Accountability in Cybersecurity is a Two-Way Street

July 29, 2019

The biggest story in cybersecurity this past week was the eye-popping $5 billion dollar (that’s billion with a B) fine the FTC placed on Facebook for not adequately fulfilling its responsibilities to protect its consumer’s data. Probably just as painful to Facebook, and its CEO, as the fine itself is having to publicly acknowledge their failure to be adequately accountable to the individuals who trusted them.

Entities that fail to fulfil their obligations to protect individuals from abuse of their data obviously ought to be called out and be expected devote the time and resources to fulfil their responsibilities under the law.

This is just as true for government entities as it is for those in the private sector – arguably more so.

Nowadays you can’t open a news site without seeing a story about private entities being victimized by cyber attackers.  Despite the fact that cyber criminal activity has been a massive problem for years, government – at all levels – is failing to adequately respond.
While properly calling on industry to be accountable, government failing to be accountable to the citizens it has the responsibility to protect. Government should be at least as trustworthy as industry.

Depending on how you define “cyber-crime” multiple sources place its impact somewhere between hundreds of billions of dollars a year and a trillion (that’s trillion with a T) dollars a year and growing dramatically.

When one thinks back to all the high profile cyber attacks over the past few years, in classic blame the victim mode, you can see all sorts of press and government critiques of the organizations who have been attacked, and virtually no mention of the fact that none of the criminals who actually broke the law and attacked these private entities have ever been brought to justice.

Some commenters are relying on the outdated mantra that all you need to do is follow basic security hygiene (certainly a good idea) to prevent attack. Such empty rhetoric belies a fundamental misunderstanding of the actual complexity of cyber security and the increasing sophistication of the modern cyber criminals.

We now know many cyber-attacks are launched by nation states, or state-affiliated criminals that private companies have no chance of defending themselves against. The NSA has documented the North Koreans are in the bank robber business and were largely responsible for the not-Petya Ransomware attacks that recently crippled and robbed thousands of private organizations. The Chinese have been stealing our intellectual property for decades (no one innovates at 10%-12% a year as the Chinese have done — you accomplish this be stealing your competitor’s property) and that is just part of problem.

The nation-state issue is just the tip of a massive iceberg. The 2018 Symantec Report on cybercrime found that. “Cyber criminals at the high end are as technically sophisticated as the most advanced information technology companies and like them have moved quickly to adopt cloud computing artificial intelligence software as a service (cyber-crime as a service) and encryption.” The Report also illustrates how the criminals have leveraged crypto-currency to make it ever easier to monetize their ill-gotten gains.
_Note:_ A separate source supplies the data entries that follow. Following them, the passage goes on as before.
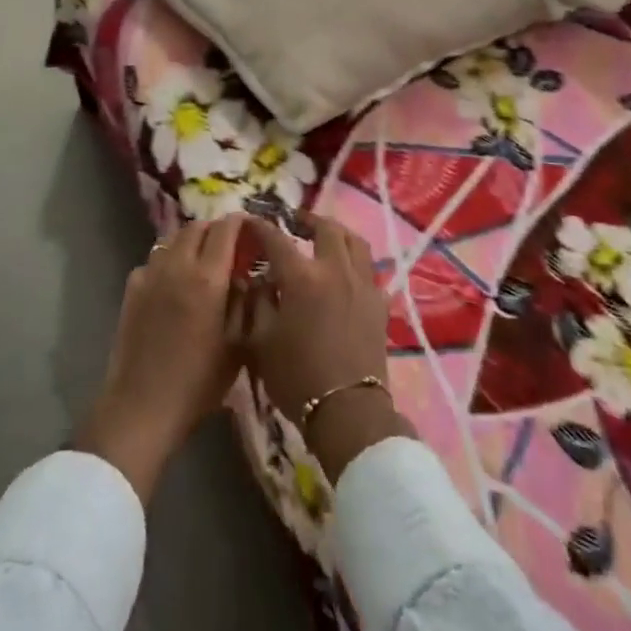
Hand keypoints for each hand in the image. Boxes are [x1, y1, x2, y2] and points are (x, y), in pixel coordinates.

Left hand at [70, 215, 243, 504]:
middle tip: (228, 245)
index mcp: (208, 278)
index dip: (240, 223)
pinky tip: (173, 284)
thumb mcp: (238, 346)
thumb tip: (246, 278)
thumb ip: (244, 304)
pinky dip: (168, 261)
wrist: (143, 406)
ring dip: (190, 242)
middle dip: (215, 229)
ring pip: (172, 240)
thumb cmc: (199, 382)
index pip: (225, 230)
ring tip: (201, 261)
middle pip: (196, 227)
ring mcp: (150, 274)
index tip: (250, 227)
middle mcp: (178, 265)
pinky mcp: (131, 288)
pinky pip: (154, 261)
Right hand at [240, 213, 409, 483]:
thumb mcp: (259, 341)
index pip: (276, 239)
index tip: (251, 220)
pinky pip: (369, 267)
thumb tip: (259, 279)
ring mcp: (362, 283)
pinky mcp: (379, 302)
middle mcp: (334, 269)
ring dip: (336, 233)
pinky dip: (354, 260)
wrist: (347, 411)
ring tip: (323, 238)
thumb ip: (257, 302)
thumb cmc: (296, 378)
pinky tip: (345, 271)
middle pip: (325, 228)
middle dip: (306, 220)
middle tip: (293, 223)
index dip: (261, 226)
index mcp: (301, 277)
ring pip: (354, 241)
The report concludes with this stark assessment “Cybercrime is relentless, undiminished and unlikely to stop. It’s just too easy, rewarding and the chances of getting caught are far too low. Cybercrime also leads on a risk to payoff rate. It is a low risk crime with high profits. A smart cybercriminal can easily make millions without fear of being caught.”

In the blogosphere we will occasionally hear calls for greater cyber deterrence. Maybe the best way to deter cyber crime is to begin to put the criminals in jail Best estimates is that at best we successful prosecute maybe 1% of cyber criminals. Government needs to be accountable for this failure.

To be clear, our problem is not that we don’t have expert and dedicated individuals in our law enforcement communicates working on cyber-crime –we do.  The problem is that our policy makers have not provided them with enough tools, including the legal structures –domestic and international — as well as adequate personnel and technology to compete with the modern cyber criminals.

Metaphorically our law enforcement team is NFL quality, but so are opponents.  And while we are putting 11 players on the field, they are playing with a hundred players and they don’t follow the rules.

I’m fine with pushing Big Tech to evolve their practices and be more accountable to protect us. I just want government to be accountable too. To face the cyber- crime epidemic, we need less finger pointing and more joining of hands.